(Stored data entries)
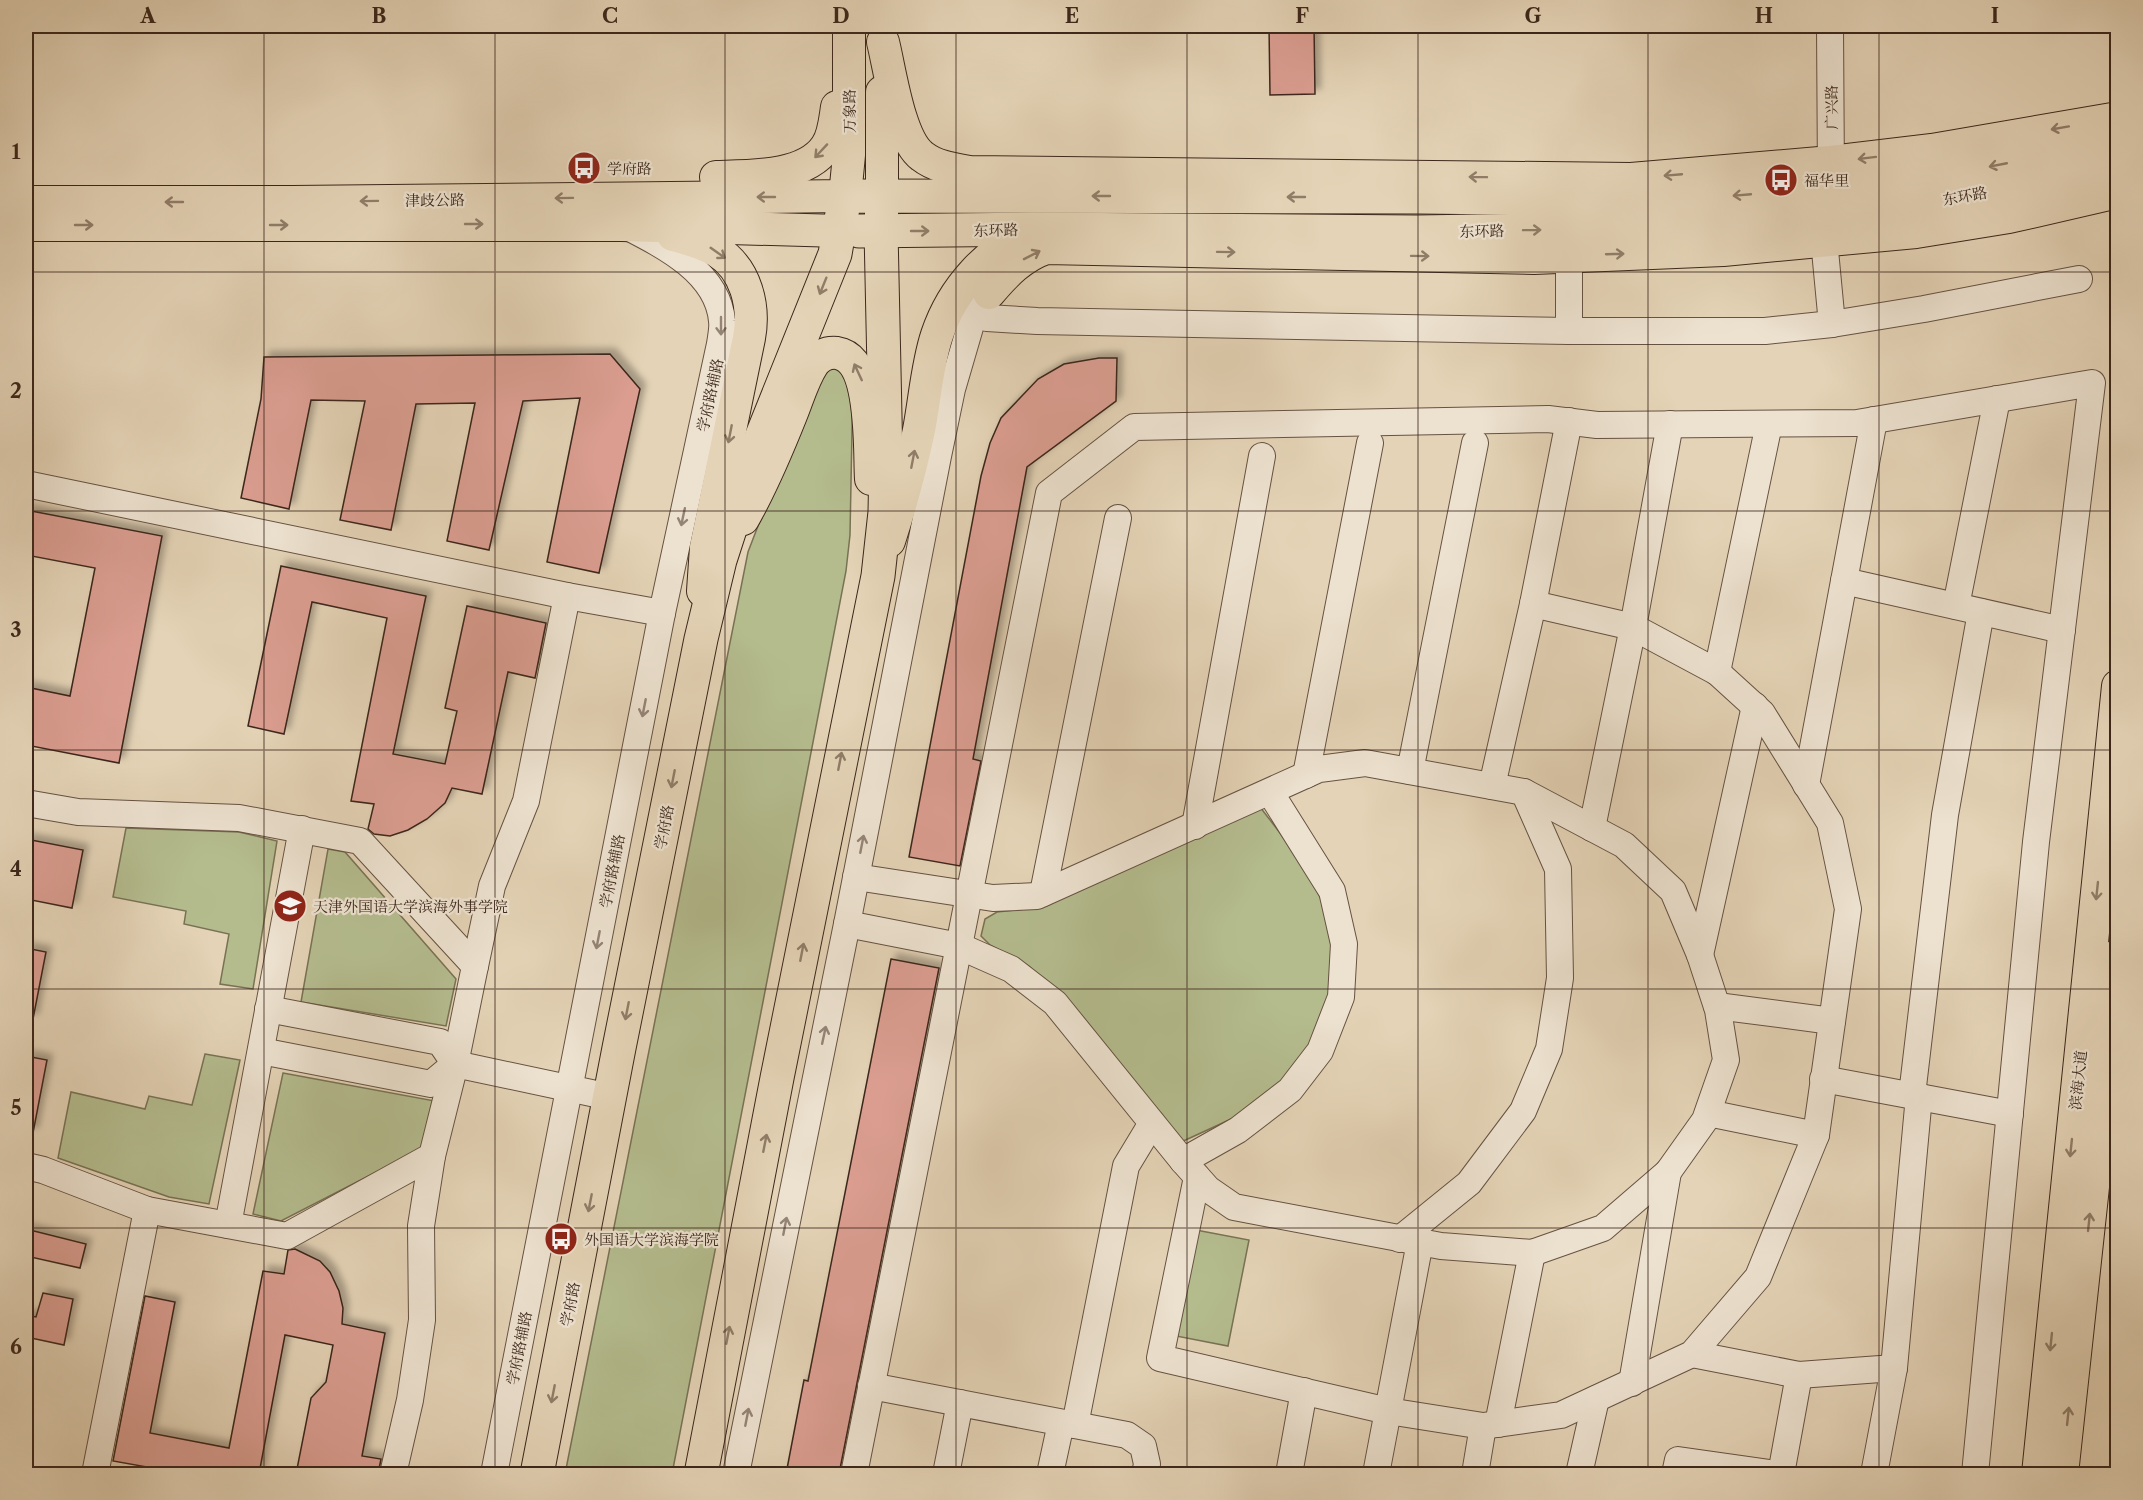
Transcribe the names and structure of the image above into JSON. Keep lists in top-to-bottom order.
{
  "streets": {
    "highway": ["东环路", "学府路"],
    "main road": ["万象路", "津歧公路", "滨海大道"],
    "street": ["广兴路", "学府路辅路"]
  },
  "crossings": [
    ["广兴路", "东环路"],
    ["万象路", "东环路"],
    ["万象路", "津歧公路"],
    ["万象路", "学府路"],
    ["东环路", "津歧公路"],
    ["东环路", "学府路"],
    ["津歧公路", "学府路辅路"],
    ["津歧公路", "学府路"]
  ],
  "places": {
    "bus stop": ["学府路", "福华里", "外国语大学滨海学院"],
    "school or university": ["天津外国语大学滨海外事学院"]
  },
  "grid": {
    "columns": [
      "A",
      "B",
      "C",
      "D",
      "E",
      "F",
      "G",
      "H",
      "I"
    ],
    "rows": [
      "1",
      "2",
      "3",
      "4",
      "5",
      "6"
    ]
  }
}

▸ **Exercise description**
Wherever the string "津歧公路" occurs in the entries, copy that whole line.

▸ **Written answer**
    "main road": ["万象路", "津歧公路", "滨海大道"],
    ["万象路", "津歧公路"],
    ["东环路", "津歧公路"],
    ["津歧公路", "学府路辅路"],
    ["津歧公路", "学府路"]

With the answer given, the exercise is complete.